Principale mesure annoncée : un projet de loi sur la réforme de la procédure pénale, qui sera présenté dans les quatre mois en Conseil des ministres. Depuis des années, les policiers sont excédés par l'accumulation des textes et l'empilement des législations française et européenne. En vingt ans, c'est un fait, la procédure pénale n'a eu de cesse de se complexifier, une évolution jugée responsable de la crise des vocations chez les jeunes policiers. «Il faut simplifier, clarifier et alléger», a martelé Manuel Valls. Une dizaine de mesures ont été annoncées afin de faciliter le travail des officiers de police judiciaire (OPJ), la plus emblématique étant l'allégement de la gestion de la garde à vue. Il sera désormais possible de ramasser l'ensemble des formalités procédurales dans un PV unique en fin de garde à vue, quand il en faut aujourd'hui un par acte de procédure. Les OPJ se verront également déchargés de certaines tâches administratives, comme la recherche d'un médecin ou d'un avocat pour le suspect. Au-delà de la garde à vue, la chancellerie entend alléger l'ensemble de la procédure entourant l'enquête judiciaire. Là aussi, il s'agit d'en finir avec la règle «un acte de procédure, un procès-verbal». Mais aussi d'élargir le recours aux procédures simplifiées pour les infractions les plus simples, comme les vols à l'étalage ou l'usage de drogue.
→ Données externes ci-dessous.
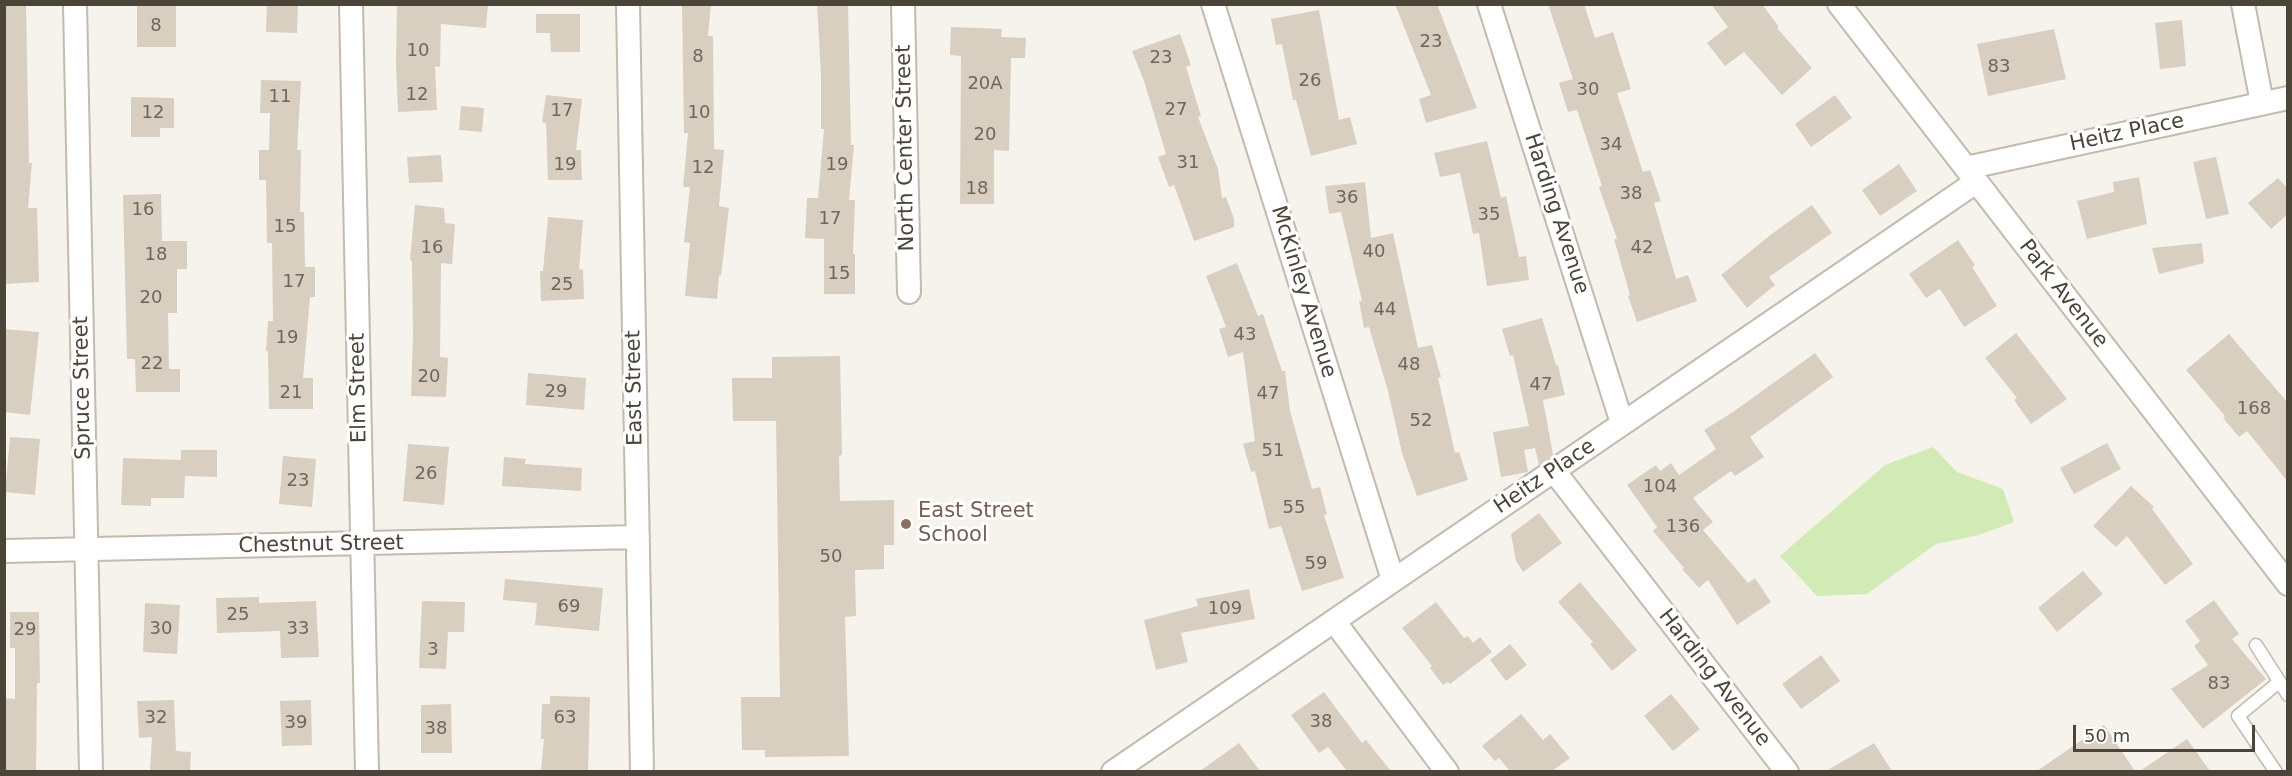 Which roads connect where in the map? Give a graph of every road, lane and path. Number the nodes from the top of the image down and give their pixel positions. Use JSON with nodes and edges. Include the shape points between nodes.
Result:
{"nodes":[{"id":1,"x":75,"y":4,"type":"edge"},
{"id":2,"x":351,"y":4,"type":"edge"},
{"id":3,"x":628,"y":4,"type":"edge"},
{"id":4,"x":903,"y":4,"type":"edge"},
{"id":5,"x":1213,"y":4,"type":"edge"},
{"id":6,"x":1489,"y":4,"type":"edge"},
{"id":7,"x":1839,"y":4,"type":"edge"},
{"id":8,"x":2243,"y":4,"type":"edge"},
{"id":9,"x":2279,"y":103,"type":"edge"},
{"id":10,"x":1971,"y":175,"type":"junction"},
{"id":11,"x":909,"y":292,"type":"dead end"},
{"id":12,"x":1622,"y":423,"type":"junction"},
{"id":13,"x":1554,"y":471,"type":"junction"},
{"id":14,"x":638,"y":537,"type":"junction"},
{"id":15,"x":363,"y":544,"type":"junction"},
{"id":16,"x":87,"y":549,"type":"junction"},
{"id":17,"x":4,"y":551,"type":"edge"},
{"id":18,"x":1393,"y":580,"type":"junction"},
{"id":19,"x":2288,"y":584,"type":"edge"},
{"id":20,"x":1334,"y":621,"type":"junction"},
{"id":21,"x":2256,"y":645,"type":"dead end"},
{"id":22,"x":2279,"y":682,"type":"junction"},
{"id":23,"x":2288,"y":694,"type":"edge"},
{"id":24,"x":91,"y":771,"type":"edge"},
{"id":25,"x":367,"y":771,"type":"edge"},
{"id":26,"x":642,"y":771,"type":"edge"},
{"id":27,"x":1115,"y":771,"type":"edge"},
{"id":28,"x":1447,"y":771,"type":"edge"},
{"id":29,"x":1787,"y":771,"type":"edge"},
{"id":30,"x":2276,"y":771,"type":"edge"}],
"edges":[{"from":1,"to":16,"type":"street","name":"Spruce Street"},
{"from":2,"to":15,"type":"street","name":"Elm Street"},
{"from":3,"to":14,"type":"street","name":"East Street"},
{"from":4,"to":11,"type":"street","name":"North Center Street"},
{"from":5,"to":18,"type":"street","name":"McKinley Avenue"},
{"from":6,"to":12,"type":"street","name":"Harding Avenue"},
{"from":7,"to":10,"type":"street","name":"Park Avenue"},
{"from":8,"to":9,"type":"street"},
{"from":9,"to":10,"type":"street","name":"Heitz Place"},
{"from":10,"to":12,"type":"street","name":"Heitz Place"},
{"from":10,"to":19,"type":"street","name":"Park Avenue"},
{"from":12,"to":13,"type":"street","name":"Heitz Place"},
{"from":13,"to":18,"type":"street","name":"Heitz Place"},
{"from":13,"to":29,"type":"street","name":"Harding Avenue"},
{"from":14,"to":15,"type":"street","name":"Chestnut Street"},
{"from":14,"to":26,"type":"street","name":"East Street"},
{"from":15,"to":16,"type":"street","name":"Chestnut Street"},
{"from":15,"to":25,"type":"street","name":"Elm Street"},
{"from":16,"to":17,"type":"street","name":"Chestnut Street"},
{"from":16,"to":24,"type":"street","name":"Spruce Street"},
{"from":18,"to":20,"type":"street","name":"Heitz Place"},
{"from":20,"to":27,"type":"street","name":"Heitz Place"},
{"from":20,"to":28,"type":"street"},
{"from":21,"to":22,"type":"lane"},
{"from":22,"to":23,"type":"lane"},
{"from":22,"to":30,"type":"lane","via":[[2238,716]]}]}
L’accès à certaines données, notamment les fichiers administratifs, sera lui aussi simplifié en enquête préliminaire, alors que les OPJ doivent aujourd’hui solliciter systématiquement une autorisation écrite pour la moindre requête. Un décret permettra également aux enquêteurs d’avoir recours à la transaction pénale pour certaines infractions, sous le contrôle d’un juge, à l’instar de ce que peuvent déjà faire les douanes.
Trafic d’armes Renforcer la lutte contre les armes lourdes
Devenue centrale depuis les attentats de janvier, en marge desquels deux policiers et une policière municipale ont trouvé la mort, la lutte contre le trafic des armes lourdes a également été élevée au rang des priorités gouvernementales. L'an dernier, 5 834 policiers ont été blessés en mission et 1 769 gendarmes l'ont été par agression. «Les atteintes graves à leur intégrité physique par arme à feu ou arme blanche atteignent des niveaux inacceptables», a déploré Manuel Valls.
Trois mesures ont été annoncées pour enrayer ce «fléau». La première est la généralisation aux trafics d'armes de la technique du «coup d'achat», déjà très répandue dans les affaires de stups. Un dispositif délicat qui permet aux enquêteurs de piéger des trafiquants grâce à des indics, pour mieux les interpeller. Avec le risque de voir des procédures annulées pour «provocation policière», tant la limite apparaît ténue dans certaines affaires (lire Libérationdu 19 août 2015).
La chancellerie entend également renforcer la répression : les peines encourues pour acquisition, détention ou cession d’armes de catégorie A et B (les plus lourdes) seront ainsi portées de trois à cinq ans d’emprisonnement. Au-delà de la sanction elle-même, ce nouveau palier permettra aux enquêteurs d’avoir recours à des techniques d’investigation plus poussées, comme les écoutes ou la sonorisation d’appartements et de véhicules, y compris quand la qualification de «bande organisée» ne peut être démontrée.
Dans les prochains jours, le ministère de l’Intérieur devrait également annoncer un plan de lutte contre les armes à feu, en s’appuyant notamment sur les services de renseignement.